Friday, January 19, 2007

So now we're the space police too?

On January 11, China used a ground-based missile to destroy a satellite in orbit. It was old, and it belonged to China. According to the Union of Concerned Scientists, the satellite may have shattered into 40,000 little pieces.
This test was roundly criticized by Canada and Australia, America's favorite toady administrations (aside from Afghanistan and Iraq, of course, which are more like puppets than toadies). Our other best buddies Britain (toady), South Korea (flatterer - I would be too with NK across that DMZ), and Japan (needlessly enamored with us, although maybe I would be too if I had at some point invaded every single one of my neighbors) are "expected to follow suit" according to a U.S. official. Is that a thinly veiled request/command for them to follow suit? Hmm.
Now, this is not the first time this kind of testing has been done. Back in the 80's, America itself did this same thing. But we stopped. Due to international condemnation, do you ask? Nobody would have been that stupid! No, we were concerned that the debris would hurt our other satellites. This from a country that was pretty much more aggressively building up its military than any other country in history, holding more nukes pointed at more countries than anybody else. Imagine yourself in another country. Imagine that country A (the U.S. for anbody not following the analogy) has a really big gun and loves to shoot it off into the air. You have a much smaller gun. Country A tells you you are not allowed to own a gun, and takes it away from you. Country B builds itself a big gun and fires it into the air. Country A says that countries that have big guns not only can't fire them off into the air, but they can't have them. Country A no longer fires its gun into the air. Ok, that was a really bad analogy.
Now, back in October, we revised and updated our space policy. And subsequently, People freaked out a little. Here's from former vice president Al Gore:

"Very few people have analyzed the insides of this new space policy. I urge all of you who are interested in space to analyze it very carefully. It has the potential, down the road, to create the [same] kind of fuzzy thinking and chaos in our efforts to exploit the space resource as the fuzzy thinking and chaos the Iraq policy has created in Iraq. It is a very serious mistake, in my opinion.
We in the United States of America may claim that we alone can determine who goes into space and who doesn't, what it's used for and what it's not used for, and we may claim it effectively as our own dominion to the exclusion, when we wish to exclude others, of all others. That's hubristic."

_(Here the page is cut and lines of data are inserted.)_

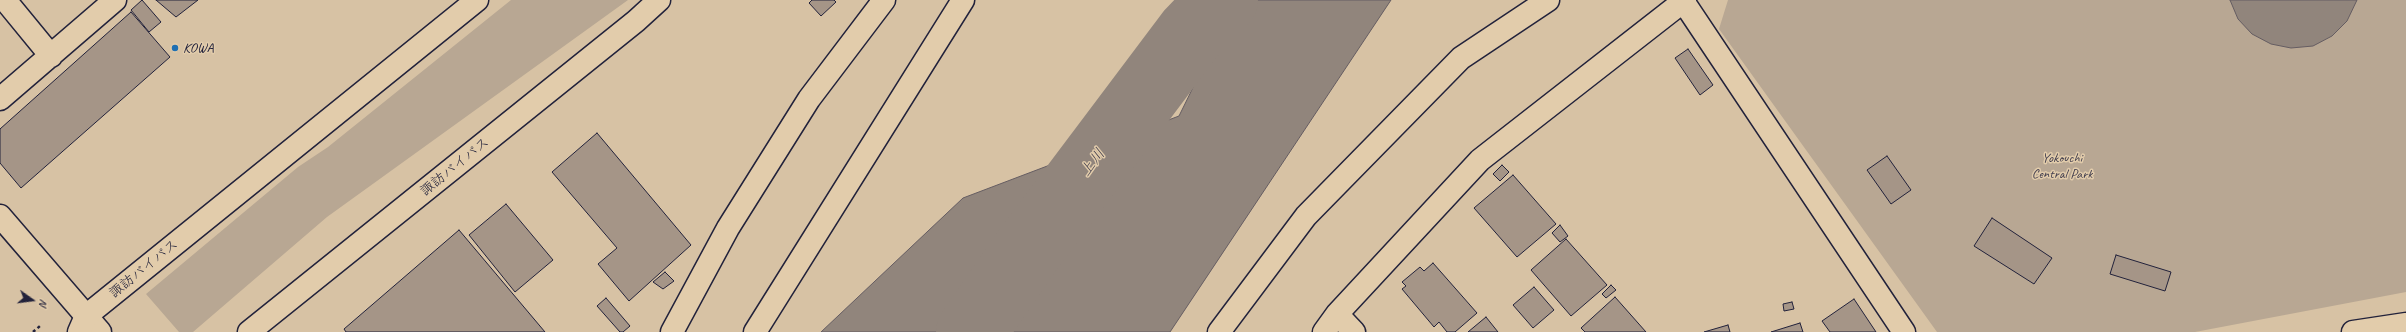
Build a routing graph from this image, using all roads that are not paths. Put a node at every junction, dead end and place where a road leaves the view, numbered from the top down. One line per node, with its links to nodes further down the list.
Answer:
1 (5, 0): 9 (main road)
2 (115, 0): 9 (main road)
3 (477, 0): 14 (main road, 諏訪バイパス)
4 (659, 0): 15 (main road, 諏訪バイパス)
5 (884, 0): 16 (main road)
6 (963, 0): 17 (main road)
7 (1548, 0): 18 (main road)
8 (1684, 1): 12 (main road); 21 (main road)
9 (51, 56): 10 (main road)
10 (0, 99)
11 (0, 216): 14 (main road)
12 (1337, 314): 19 (main road); 20 (main road)
13 (2406, 324): 22 (main road)
14 (88, 327)
15 (249, 332)
16 (672, 332)
17 (755, 332)
18 (1219, 332)
19 (1324, 332)
20 (1354, 332)
21 (1904, 332)
22 (2353, 332)

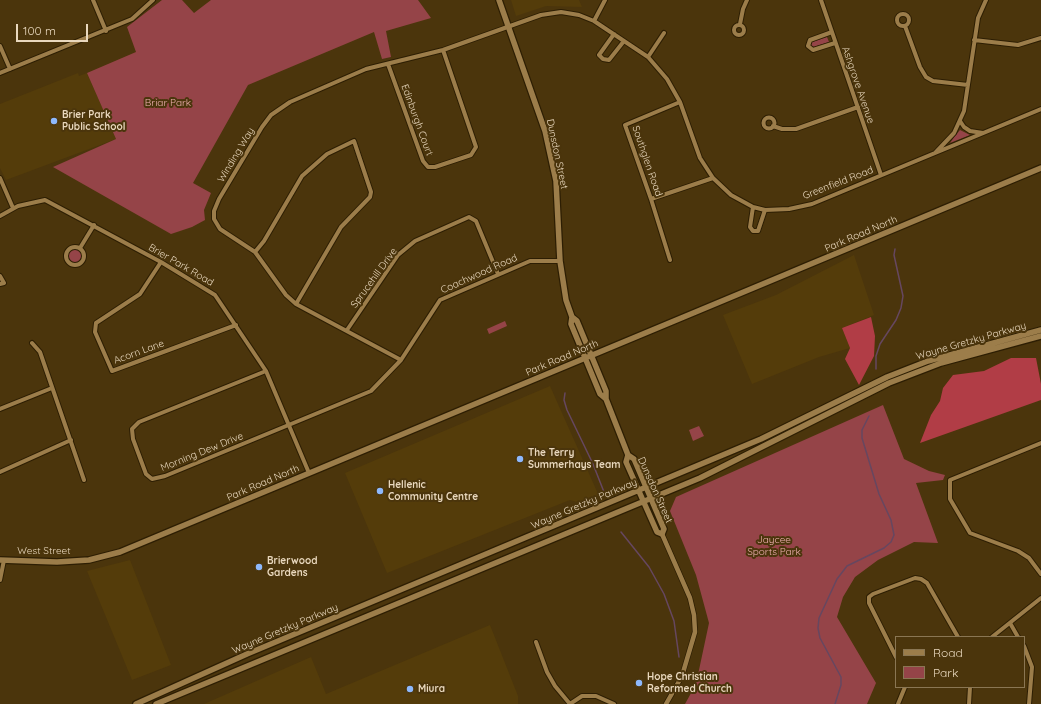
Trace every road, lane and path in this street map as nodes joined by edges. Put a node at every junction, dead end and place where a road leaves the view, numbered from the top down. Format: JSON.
{"nodes":[{"id":1,"x":93,"y":0,"type":"edge"},
{"id":2,"x":153,"y":0,"type":"edge"},
{"id":3,"x":499,"y":0,"type":"edge"},
{"id":4,"x":605,"y":0,"type":"edge"},
{"id":5,"x":747,"y":0,"type":"edge"},
{"id":6,"x":821,"y":0,"type":"edge"},
{"id":7,"x":986,"y":0,"type":"edge"},
{"id":8,"x":594,"y":21,"type":"junction"},
{"id":9,"x":740,"y":24,"type":"dead end"},
{"id":10,"x":508,"y":26,"type":"junction"},
{"id":11,"x":905,"y":26,"type":"dead end"},
{"id":12,"x":106,"y":31,"type":"junction"},
{"id":13,"x":832,"y":32,"type":"junction"},
{"id":14,"x":664,"y":33,"type":"dead end"},
{"id":15,"x":614,"y":34,"type":"junction"},
{"id":16,"x":1041,"y":38,"type":"edge"},
{"id":17,"x":974,"y":40,"type":"junction"},
{"id":18,"x":624,"y":41,"type":"junction"},
{"id":19,"x":835,"y":42,"type":"junction"},
{"id":20,"x":0,"y":46,"type":"edge"},
{"id":21,"x":443,"y":50,"type":"junction"},
{"id":22,"x":648,"y":57,"type":"junction"},
{"id":23,"x":388,"y":64,"type":"junction"},
{"id":24,"x":10,"y":69,"type":"junction"},
{"id":25,"x":0,"y":73,"type":"edge"},
{"id":26,"x":968,"y":85,"type":"junction"},
{"id":27,"x":680,"y":102,"type":"junction"},
{"id":28,"x":858,"y":107,"type":"junction"},
{"id":29,"x":1041,"y":110,"type":"edge"},
{"id":30,"x":960,"y":121,"type":"junction"},
{"id":31,"x":773,"y":126,"type":"dead end"},
{"id":32,"x":986,"y":132,"type":"junction"},
{"id":33,"x":935,"y":154,"type":"junction"},
{"id":34,"x":1041,"y":168,"type":"edge"},
{"id":35,"x":881,"y":175,"type":"junction"},
{"id":36,"x":0,"y":178,"type":"edge"},
{"id":37,"x":713,"y":178,"type":"junction"},
{"id":38,"x":651,"y":199,"type":"junction"},
{"id":39,"x":753,"y":207,"type":"junction"},
{"id":40,"x":13,"y":208,"type":"junction"},
{"id":41,"x":765,"y":210,"type":"junction"},
{"id":42,"x":0,"y":216,"type":"edge"},
{"id":43,"x":94,"y":225,"type":"junction"},
{"id":44,"x":80,"y":248,"type":"junction"},
{"id":45,"x":255,"y":252,"type":"junction"},
{"id":46,"x":560,"y":260,"type":"junction"},
{"id":47,"x":670,"y":260,"type":"dead end"},
{"id":48,"x":160,"y":262,"type":"junction"},
{"id":49,"x":498,"y":274,"type":"junction"},
{"id":50,"x":0,"y":276,"type":"edge"},
{"id":51,"x":0,"y":284,"type":"edge"},
{"id":52,"x":296,"y":304,"type":"junction"},
{"id":53,"x":572,"y":318,"type":"junction"},
{"id":54,"x":236,"y":325,"type":"junction"},
{"id":55,"x":347,"y":330,"type":"junction"},
{"id":56,"x":1041,"y":330,"type":"edge"},
{"id":57,"x":1041,"y":336,"type":"edge"},
{"id":58,"x":32,"y":343,"type":"dead end"},
{"id":59,"x":591,"y":356,"type":"junction"},
{"id":60,"x":584,"y":359,"type":"junction"},
{"id":61,"x":401,"y":360,"type":"junction"},
{"id":62,"x":266,"y":371,"type":"junction"},
{"id":63,"x":52,"y":388,"type":"junction"},
{"id":64,"x":606,"y":399,"type":"junction"},
{"id":65,"x":0,"y":409,"type":"edge"},
{"id":66,"x":289,"y":426,"type":"junction"},
{"id":67,"x":71,"y":440,"type":"junction"},
{"id":68,"x":1041,"y":442,"type":"edge"},
{"id":69,"x":628,"y":455,"type":"junction"},
{"id":70,"x":0,"y":472,"type":"edge"},
{"id":71,"x":309,"y":473,"type":"junction"},
{"id":72,"x":84,"y":480,"type":"dead end"},
{"id":73,"x":646,"y":488,"type":"junction"},
{"id":74,"x":639,"y":491,"type":"junction"},
{"id":75,"x":650,"y":498,"type":"junction"},
{"id":76,"x":643,"y":501,"type":"junction"},
{"id":77,"x":662,"y":534,"type":"junction"},
{"id":78,"x":2,"y":560,"type":"edge"},
{"id":79,"x":89,"y":560,"type":"joint"},
{"id":80,"x":1041,"y":574,"type":"edge"},
{"id":81,"x":0,"y":580,"type":"edge"},
{"id":82,"x":1041,"y":598,"type":"edge"},
{"id":83,"x":1010,"y":622,"type":"junction"},
{"id":84,"x":957,"y":636,"type":"edge"},
{"id":85,"x":993,"y":636,"type":"edge"},
{"id":86,"x":1017,"y":636,"type":"edge"},
{"id":87,"x":536,"y":642,"type":"dead end"},
{"id":88,"x":1025,"y":649,"type":"edge"},
{"id":89,"x":895,"y":655,"type":"edge"},
{"id":90,"x":905,"y":688,"type":"edge"},
{"id":91,"x":970,"y":688,"type":"edge"},
{"id":92,"x":136,"y":704,"type":"edge"},
{"id":93,"x":156,"y":704,"type":"edge"},
{"id":94,"x":570,"y":704,"type":"edge"},
{"id":95,"x":614,"y":704,"type":"edge"},
{"id":96,"x":666,"y":704,"type":"edge"},
{"id":97,"x":898,"y":704,"type":"edge"},
{"id":98,"x":969,"y":704,"type":"edge"},
{"id":99,"x":1029,"y":704,"type":"edge"}],
"edges":[{"from":1,"to":12,"type":"street"},
{"from":2,"to":12,"type":"street"},
{"from":3,"to":10,"type":"main road","name":"Dunsdon Street"},
{"from":4,"to":8,"type":"street"},
{"from":5,"to":9,"type":"street"},
{"from":6,"to":13,"type":"street","name":"Ashgrove Avenue"},
{"from":7,"to":17,"type":"street","name":"Greenfield Road"},
{"from":8,"to":10,"type":"street","name":"Greenfield Road"},
{"from":8,"to":15,"type":"street","name":"Greenfield Road"},
{"from":10,"to":21,"type":"street","name":"Winding Way"},
{"from":10,"to":46,"type":"main road","name":"Dunsdon Street"},
{"from":11,"to":26,"type":"street"},
{"from":12,"to":24,"type":"street"},
{"from":13,"to":19,"type":"street","name":"Ashgrove Avenue"},
{"from":13,"to":19,"type":"street"},
{"from":14,"to":22,"type":"street"},
{"from":15,"to":18,"type":"street","name":"Greenfield Road"},
{"from":15,"to":18,"type":"street"},
{"from":16,"to":17,"type":"street"},
{"from":17,"to":26,"type":"street","name":"Greenfield Road"},
{"from":18,"to":22,"type":"street","name":"Greenfield Road"},
{"from":19,"to":28,"type":"street","name":"Ashgrove Avenue"},
{"from":20,"to":24,"type":"street"},
{"from":21,"to":23,"type":"street","name":"Winding Way"},
{"from":21,"to":23,"type":"street","name":"Edinburgh Court"},
{"from":22,"to":27,"type":"street","name":"Greenfield Road"},
{"from":23,"to":45,"type":"street","name":"Winding Way"},
{"from":24,"to":25,"type":"street"},
{"from":26,"to":30,"type":"street","name":"Greenfield Road"},
{"from":27,"to":37,"type":"street","name":"Greenfield Road"},
{"from":27,"to":38,"type":"street","name":"Southglen Road"},
{"from":28,"to":31,"type":"street"},
{"from":28,"to":35,"type":"street","name":"Ashgrove Avenue"},
{"from":29,"to":32,"type":"street"},
{"from":30,"to":32,"type":"street"},
{"from":30,"to":33,"type":"street","name":"Greenfield Road"},
{"from":32,"to":33,"type":"street"},
{"from":33,"to":35,"type":"street","name":"Greenfield Road"},
{"from":34,"to":59,"type":"main road","name":"Park Road North"},
{"from":35,"to":41,"type":"street","name":"Greenfield Road"},
{"from":36,"to":40,"type":"street"},
{"from":37,"to":38,"type":"street"},
{"from":37,"to":39,"type":"street","name":"Greenfield Road"},
{"from":38,"to":47,"type":"street","name":"Southglen Road"},
{"from":39,"to":41,"type":"street","name":"Greenfield Road"},
{"from":39,"to":41,"type":"street"},
{"from":40,"to":42,"type":"street","name":"Brier Park Road"},
{"from":40,"to":43,"type":"street","name":"Brier Park Road"},
{"from":43,"to":44,"type":"street"},
{"from":43,"to":48,"type":"street","name":"Brier Park Road"},
{"from":44,"to":44,"type":"street"},
{"from":45,"to":52,"type":"street","name":"Winding Way"},
{"from":45,"to":52,"type":"street"},
{"from":46,"to":49,"type":"street","name":"Coachwood Road"},
{"from":46,"to":53,"type":"main road","name":"Dunsdon Street"},
{"from":48,"to":54,"type":"street","name":"Brier Park Road"},
{"from":48,"to":54,"type":"street","name":"Acorn Lane"},
{"from":49,"to":55,"type":"street","name":"Sprucehill Drive"},
{"from":49,"to":61,"type":"street","name":"Coachwood Road"},
{"from":50,"to":51,"type":"street"},
{"from":52,"to":55,"type":"street","name":"Winding Way"},
{"from":53,"to":59,"type":"main road","name":"Dunsdon Street"},
{"from":53,"to":60,"type":"main road","name":"Dunsdon Street"},
{"from":54,"to":62,"type":"street","name":"Brier Park Road"},
{"from":55,"to":61,"type":"street","name":"Winding Way"},
{"from":56,"to":73,"type":"main road","name":"Wayne Gretzky Parkway"},
{"from":57,"to":75,"type":"main road","name":"Wayne Gretzky Parkway"},
{"from":58,"to":63,"type":"street"},
{"from":59,"to":60,"type":"main road","name":"Park Road North"},
{"from":59,"to":64,"type":"main road","name":"Dunsdon Street"},
{"from":60,"to":64,"type":"main road","name":"Dunsdon Street"},
{"from":60,"to":71,"type":"main road","name":"Park Road North"},
{"from":61,"to":66,"type":"street","name":"Coachwood Road"},
{"from":62,"to":66,"type":"street","name":"Brier Park Road"},
{"from":62,"to":66,"type":"street","name":"Morning Dew Drive"},
{"from":63,"to":65,"type":"street"},
{"from":63,"to":67,"type":"street"},
{"from":64,"to":69,"type":"main road","name":"Dunsdon Street"},
{"from":66,"to":71,"type":"street","name":"Brier Park Road"},
{"from":67,"to":70,"type":"street"},
{"from":67,"to":72,"type":"street"},
{"from":68,"to":80,"type":"street"},
{"from":69,"to":73,"type":"main road","name":"Dunsdon Street"},
{"from":69,"to":74,"type":"main road","name":"Dunsdon Street"},
{"from":71,"to":79,"type":"main road","name":"Park Road North"},
{"from":73,"to":74,"type":"main road","name":"Wayne Gretzky Parkway"},
{"from":73,"to":75,"type":"main road","name":"Dunsdon Street"},
{"from":74,"to":76,"type":"main road","name":"Dunsdon Street"},
{"from":74,"to":92,"type":"main road","name":"Wayne Gretzky Parkway"},
{"from":75,"to":76,"type":"main road","name":"Wayne Gretzky Parkway"},
{"from":75,"to":77,"type":"main road","name":"Dunsdon Street"},
{"from":76,"to":77,"type":"main road","name":"Dunsdon Street"},
{"from":76,"to":93,"type":"main road","name":"Wayne Gretzky Parkway"},
{"from":77,"to":96,"type":"street","name":"Dunsdon Street"},
{"from":78,"to":79,"type":"main road","name":"West Street"},
{"from":78,"to":81,"type":"street"},
{"from":82,"to":83,"type":"street"},
{"from":83,"to":85,"type":"street"},
{"from":83,"to":86,"type":"street"},
{"from":84,"to":89,"type":"street"},
{"from":87,"to":94,"type":"street"},
{"from":88,"to":99,"type":"street"},
{"from":90,"to":97,"type":"street"},
{"from":91,"to":98,"type":"street"},
{"from":94,"to":95,"type":"street"}]}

Further, according to Leonard Davis (Space.com):

"Unfortunately, neither one of them published the part that I was most interested in ... which is Gore's statement that space right now is in the exact same position that the Internet was in the 1970s ... and that space needs to be commercialized in order to achieve its full potential ... just like the Internet only achieved its full potential by being commercialized.
This is a critically important statement by Gore on the commercial space industry that needs to get out ... particularly to the Dems who are likely to take over the House and possibly the Senate."

If I were not an American, I would get so pissed off at America for this kind of behavior. Who went and made us the space police? Isn't it enough that we were made the world police? What? We weren't? I must have missed something, because we have sure been acting like we are.

Edit: Never mind, I am pissed off at America.